Ten hours later Lucien awoke to meet Coralie’s eyes. She had watched by him as he slept; he knew it, poet that he was. It was almost noon, but she still wore the delicate dress, abominably stained, which she meant to lay up as a relic. Lucien understood all the self-sacrifice and delicacy of love, fain of its reward. He looked into Coralie’s eyes. In a moment she had flung off her clothing and slipped like a serpent to Lucien’s side.
At five o’clock in the afternoon Lucien was still sleeping, cradled in this voluptuous paradise. He had caught glimpses of Coralie’s chamber, an exquisite creation of luxury, a world of rose-color and white. He had admired Florine’s apartments, but this surpassed them in its dainty refinement.
Coralie had already risen; for if she was to play her part as the Andalusian, she must be at the theatre by seven o’clock. Yet she had returned to gaze at the unconscious poet, lulled to sleep in bliss; she could not drink too deeply of this love that rose to rapture, drawing close the bond between the heart and the senses, to steep both in ecstasy. For in that apotheosis of human passion, which of those that were twain on earth that they might know bliss to the full creates one soul to rise to love in heaven, lay Coralie’s justification. Who, moreover, would not have found excuse in Lucien’s more than human beauty? To the actress knéeling by the bedside, happy in love within her, it seemed that she had received love’s consecration.
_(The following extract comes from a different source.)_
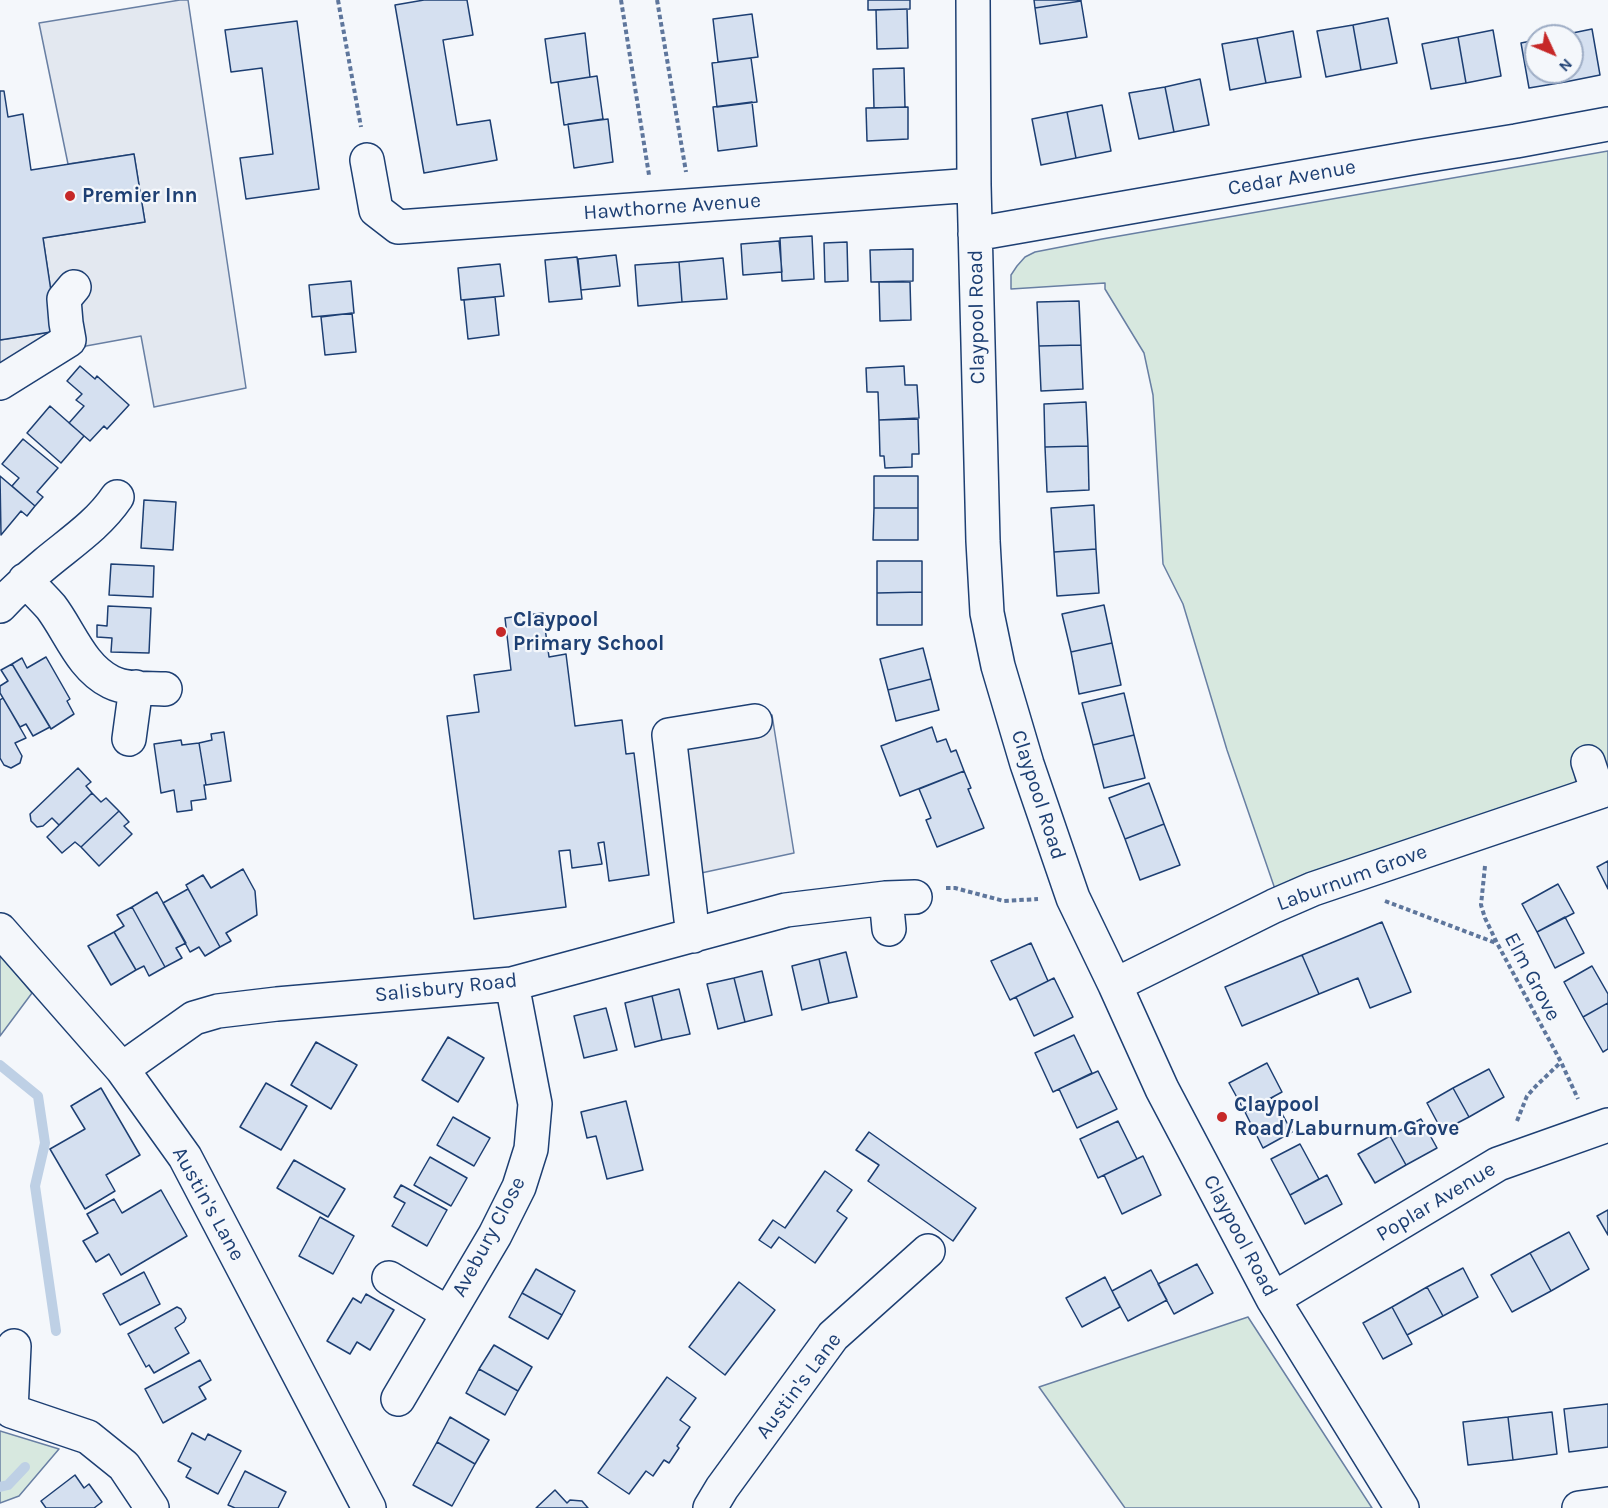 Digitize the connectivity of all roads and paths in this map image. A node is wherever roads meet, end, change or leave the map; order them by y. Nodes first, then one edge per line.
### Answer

Bérénice broke in upon Coralie’s rapture.
“Here comes Camusot!” cried the maid. “And he knows that you are here.”
Lucien sprang up at once. Innate generosity suggested that he was doing Coralie an injury. Bérénice drew aside a curtain, and he fled into a dainty dressing-room, whither Coralie and the maid brought his clothes with magical speed.
Camusot appeared, and only then did Coralie’s eyes alight on Lucien’s boots, warming in the fender. Bérénice had privately varnished them, and put them before the fire to dry; and both mistress and maid alike forgot that tell-tale witness. Bérénice left the room with a scared glance at Coralie. Coralie flung herself into the depths of a settee, and bade Camusot seat himself in the gondole, a round-backed chair that stood opposite. But Coralie’s adorer, honest soul, dared not look his mistress in the face; he could not take his eyes off the pair of boots.